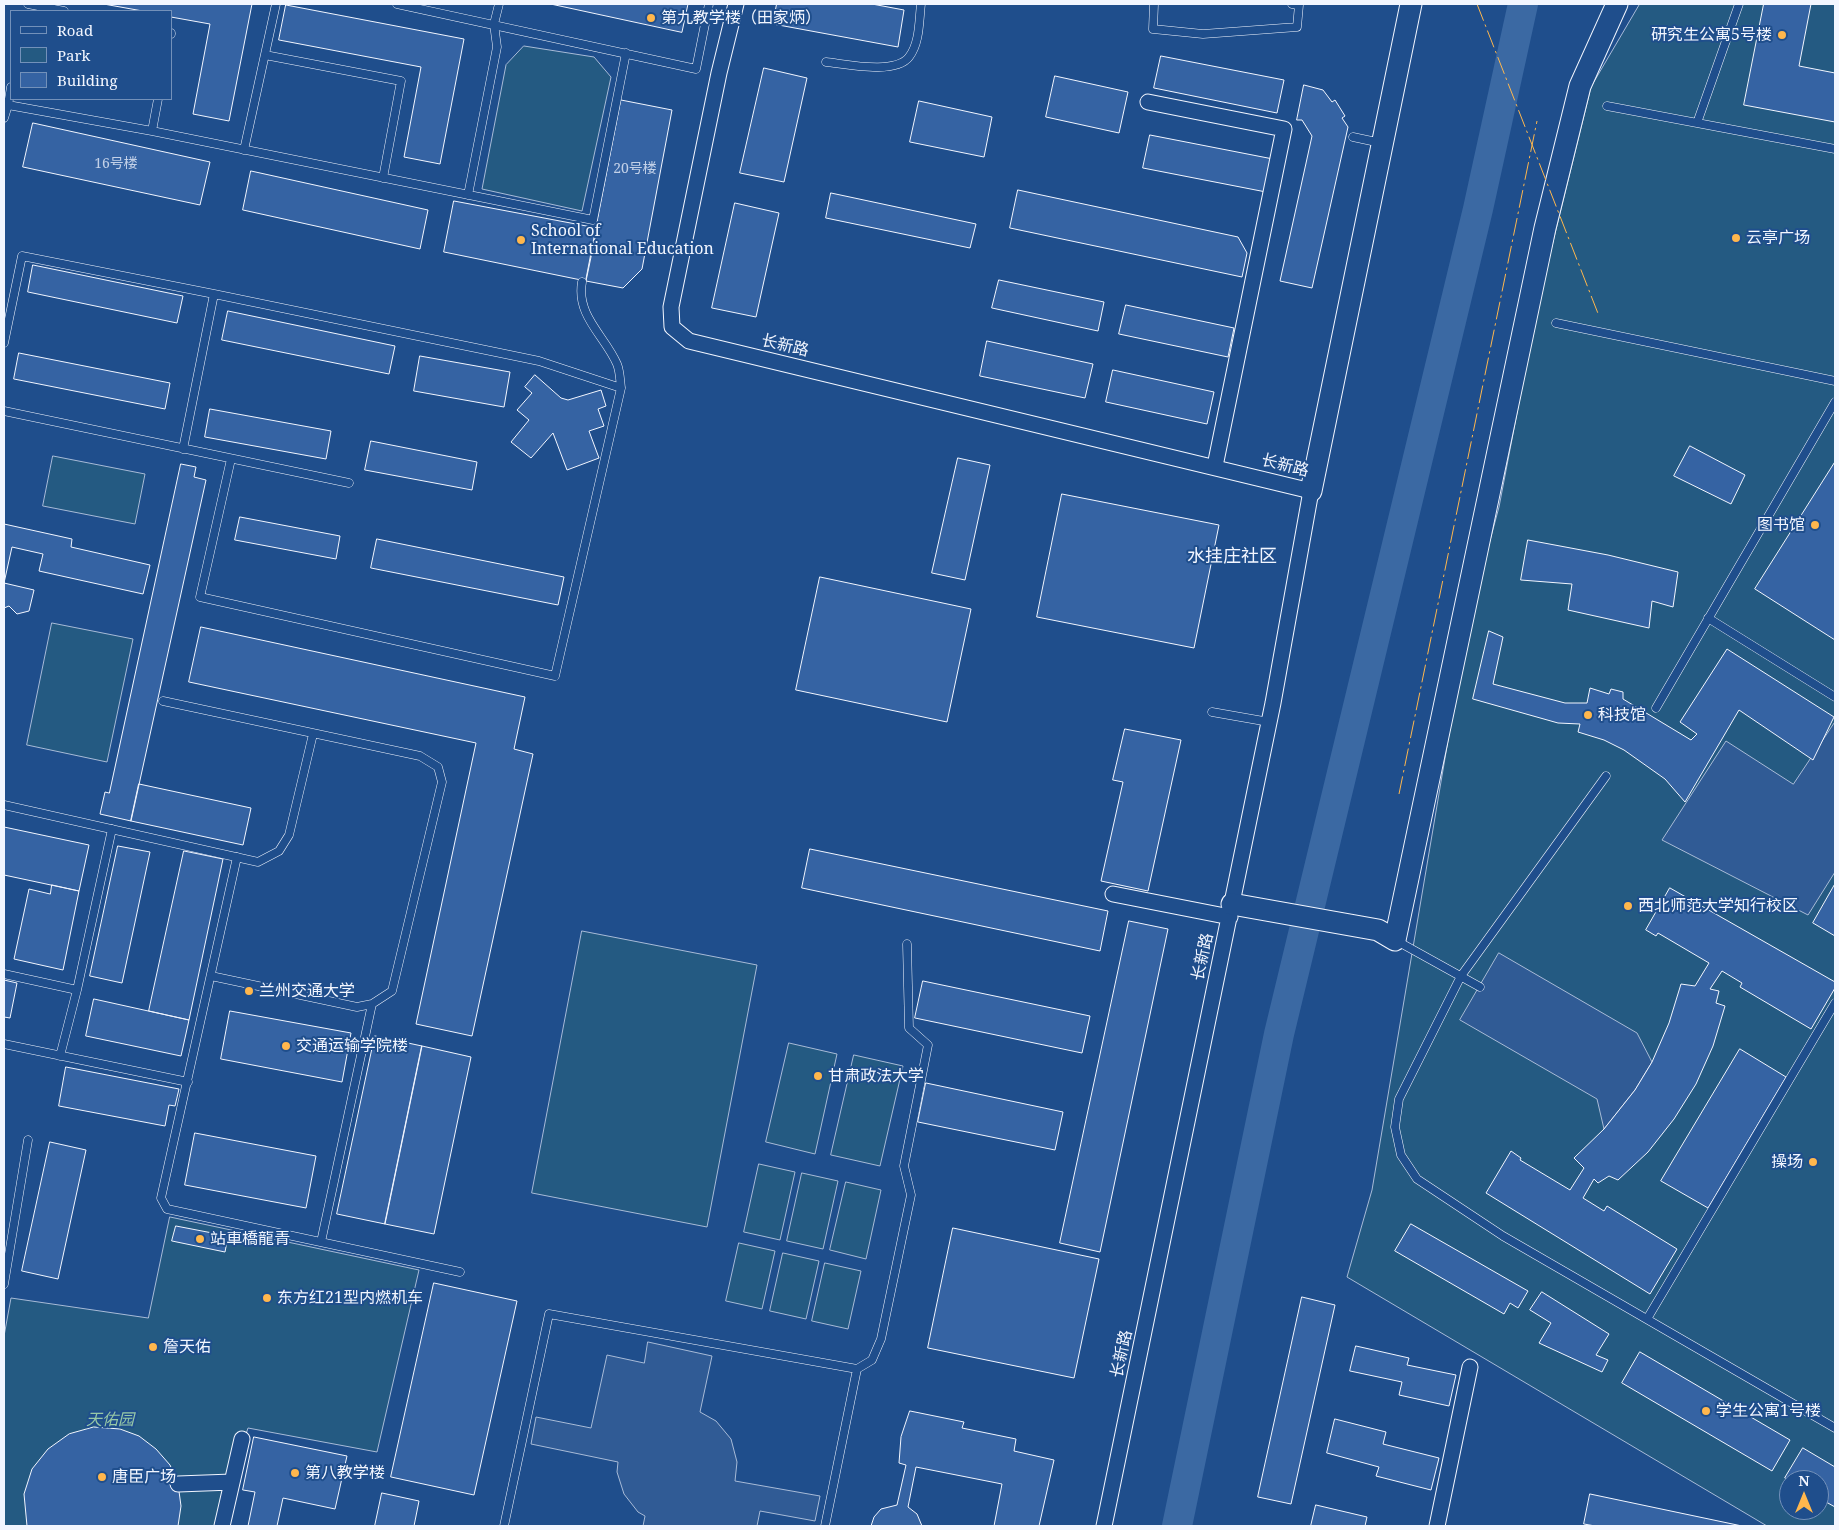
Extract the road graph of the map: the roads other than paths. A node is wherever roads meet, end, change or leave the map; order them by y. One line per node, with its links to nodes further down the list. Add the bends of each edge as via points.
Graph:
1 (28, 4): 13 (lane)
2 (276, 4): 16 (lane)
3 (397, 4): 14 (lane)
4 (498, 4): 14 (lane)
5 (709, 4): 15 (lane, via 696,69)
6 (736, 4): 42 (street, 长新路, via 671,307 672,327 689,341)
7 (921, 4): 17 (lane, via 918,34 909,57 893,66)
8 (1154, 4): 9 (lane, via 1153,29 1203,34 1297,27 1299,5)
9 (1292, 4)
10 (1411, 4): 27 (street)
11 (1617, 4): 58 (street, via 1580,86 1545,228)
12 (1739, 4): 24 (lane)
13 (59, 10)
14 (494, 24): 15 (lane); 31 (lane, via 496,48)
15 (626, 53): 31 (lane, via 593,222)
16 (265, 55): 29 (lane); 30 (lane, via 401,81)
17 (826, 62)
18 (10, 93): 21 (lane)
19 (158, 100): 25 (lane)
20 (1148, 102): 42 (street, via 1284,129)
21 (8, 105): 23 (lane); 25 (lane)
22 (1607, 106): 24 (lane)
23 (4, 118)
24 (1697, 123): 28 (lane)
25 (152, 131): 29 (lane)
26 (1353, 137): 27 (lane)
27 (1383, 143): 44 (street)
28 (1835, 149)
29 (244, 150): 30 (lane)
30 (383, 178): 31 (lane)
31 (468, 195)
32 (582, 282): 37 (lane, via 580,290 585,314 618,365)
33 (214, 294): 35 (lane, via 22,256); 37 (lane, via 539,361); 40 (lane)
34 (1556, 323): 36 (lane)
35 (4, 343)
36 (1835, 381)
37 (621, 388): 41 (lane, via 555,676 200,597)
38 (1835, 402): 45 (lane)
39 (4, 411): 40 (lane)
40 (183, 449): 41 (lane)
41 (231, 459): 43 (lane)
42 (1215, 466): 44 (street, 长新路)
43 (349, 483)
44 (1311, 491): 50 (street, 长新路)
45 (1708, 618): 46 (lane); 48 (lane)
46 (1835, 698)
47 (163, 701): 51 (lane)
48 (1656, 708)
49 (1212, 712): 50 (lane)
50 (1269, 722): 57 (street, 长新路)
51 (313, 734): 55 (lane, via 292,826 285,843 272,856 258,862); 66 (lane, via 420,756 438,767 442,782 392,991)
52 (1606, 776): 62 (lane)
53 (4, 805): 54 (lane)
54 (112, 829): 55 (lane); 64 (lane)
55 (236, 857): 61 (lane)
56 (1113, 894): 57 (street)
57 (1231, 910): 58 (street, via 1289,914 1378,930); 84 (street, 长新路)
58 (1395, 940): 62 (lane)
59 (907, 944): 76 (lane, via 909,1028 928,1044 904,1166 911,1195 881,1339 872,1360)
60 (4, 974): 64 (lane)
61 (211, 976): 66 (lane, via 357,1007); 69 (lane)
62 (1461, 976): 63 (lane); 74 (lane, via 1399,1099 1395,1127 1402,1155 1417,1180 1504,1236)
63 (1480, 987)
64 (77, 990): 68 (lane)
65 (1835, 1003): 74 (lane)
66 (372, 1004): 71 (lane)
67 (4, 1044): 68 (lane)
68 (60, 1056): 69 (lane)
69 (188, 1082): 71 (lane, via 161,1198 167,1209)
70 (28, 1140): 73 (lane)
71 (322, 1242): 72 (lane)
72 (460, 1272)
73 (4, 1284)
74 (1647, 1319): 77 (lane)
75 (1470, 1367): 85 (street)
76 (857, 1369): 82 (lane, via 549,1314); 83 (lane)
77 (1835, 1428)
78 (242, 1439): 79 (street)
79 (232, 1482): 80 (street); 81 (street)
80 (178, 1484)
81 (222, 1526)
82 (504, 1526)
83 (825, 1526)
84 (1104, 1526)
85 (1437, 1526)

- - - - -

#### Aim of the task
Each line above should be written out again exactly, without any image.

#### Result of the task
Extract the road graph of the map: the roads other than paths. A node is wherever roads meet, end, change or leave the map; order them by y. One line per node, with its links to nodes further down the list. Add the bends of each edge as via points.
Graph:
1 (28, 4): 13 (lane)
2 (276, 4): 16 (lane)
3 (397, 4): 14 (lane)
4 (498, 4): 14 (lane)
5 (709, 4): 15 (lane, via 696,69)
6 (736, 4): 42 (street, 长新路, via 671,307 672,327 689,341)
7 (921, 4): 17 (lane, via 918,34 909,57 893,66)
8 (1154, 4): 9 (lane, via 1153,29 1203,34 1297,27 1299,5)
9 (1292, 4)
10 (1411, 4): 27 (street)
11 (1617, 4): 58 (street, via 1580,86 1545,228)
12 (1739, 4): 24 (lane)
13 (59, 10)
14 (494, 24): 15 (lane); 31 (lane, via 496,48)
15 (626, 53): 31 (lane, via 593,222)
16 (265, 55): 29 (lane); 30 (lane, via 401,81)
17 (826, 62)
18 (10, 93): 21 (lane)
19 (158, 100): 25 (lane)
20 (1148, 102): 42 (street, via 1284,129)
21 (8, 105): 23 (lane); 25 (lane)
22 (1607, 106): 24 (lane)
23 (4, 118)
24 (1697, 123): 28 (lane)
25 (152, 131): 29 (lane)
26 (1353, 137): 27 (lane)
27 (1383, 143): 44 (street)
28 (1835, 149)
29 (244, 150): 30 (lane)
30 (383, 178): 31 (lane)
31 (468, 195)
32 (582, 282): 37 (lane, via 580,290 585,314 618,365)
33 (214, 294): 35 (lane, via 22,256); 37 (lane, via 539,361); 40 (lane)
34 (1556, 323): 36 (lane)
35 (4, 343)
36 (1835, 381)
37 (621, 388): 41 (lane, via 555,676 200,597)
38 (1835, 402): 45 (lane)
39 (4, 411): 40 (lane)
40 (183, 449): 41 (lane)
41 (231, 459): 43 (lane)
42 (1215, 466): 44 (street, 长新路)
43 (349, 483)
44 (1311, 491): 50 (street, 长新路)
45 (1708, 618): 46 (lane); 48 (lane)
46 (1835, 698)
47 (163, 701): 51 (lane)
48 (1656, 708)
49 (1212, 712): 50 (lane)
50 (1269, 722): 57 (street, 长新路)
51 (313, 734): 55 (lane, via 292,826 285,843 272,856 258,862); 66 (lane, via 420,756 438,767 442,782 392,991)
52 (1606, 776): 62 (lane)
53 (4, 805): 54 (lane)
54 (112, 829): 55 (lane); 64 (lane)
55 (236, 857): 61 (lane)
56 (1113, 894): 57 (street)
57 (1231, 910): 58 (street, via 1289,914 1378,930); 84 (street, 长新路)
58 (1395, 940): 62 (lane)
59 (907, 944): 76 (lane, via 909,1028 928,1044 904,1166 911,1195 881,1339 872,1360)
60 (4, 974): 64 (lane)
61 (211, 976): 66 (lane, via 357,1007); 69 (lane)
62 (1461, 976): 63 (lane); 74 (lane, via 1399,1099 1395,1127 1402,1155 1417,1180 1504,1236)
63 (1480, 987)
64 (77, 990): 68 (lane)
65 (1835, 1003): 74 (lane)
66 (372, 1004): 71 (lane)
67 (4, 1044): 68 (lane)
68 (60, 1056): 69 (lane)
69 (188, 1082): 71 (lane, via 161,1198 167,1209)
70 (28, 1140): 73 (lane)
71 (322, 1242): 72 (lane)
72 (460, 1272)
73 (4, 1284)
74 (1647, 1319): 77 (lane)
75 (1470, 1367): 85 (street)
76 (857, 1369): 82 (lane, via 549,1314); 83 (lane)
77 (1835, 1428)
78 (242, 1439): 79 (street)
79 (232, 1482): 80 (street); 81 (street)
80 (178, 1484)
81 (222, 1526)
82 (504, 1526)
83 (825, 1526)
84 (1104, 1526)
85 (1437, 1526)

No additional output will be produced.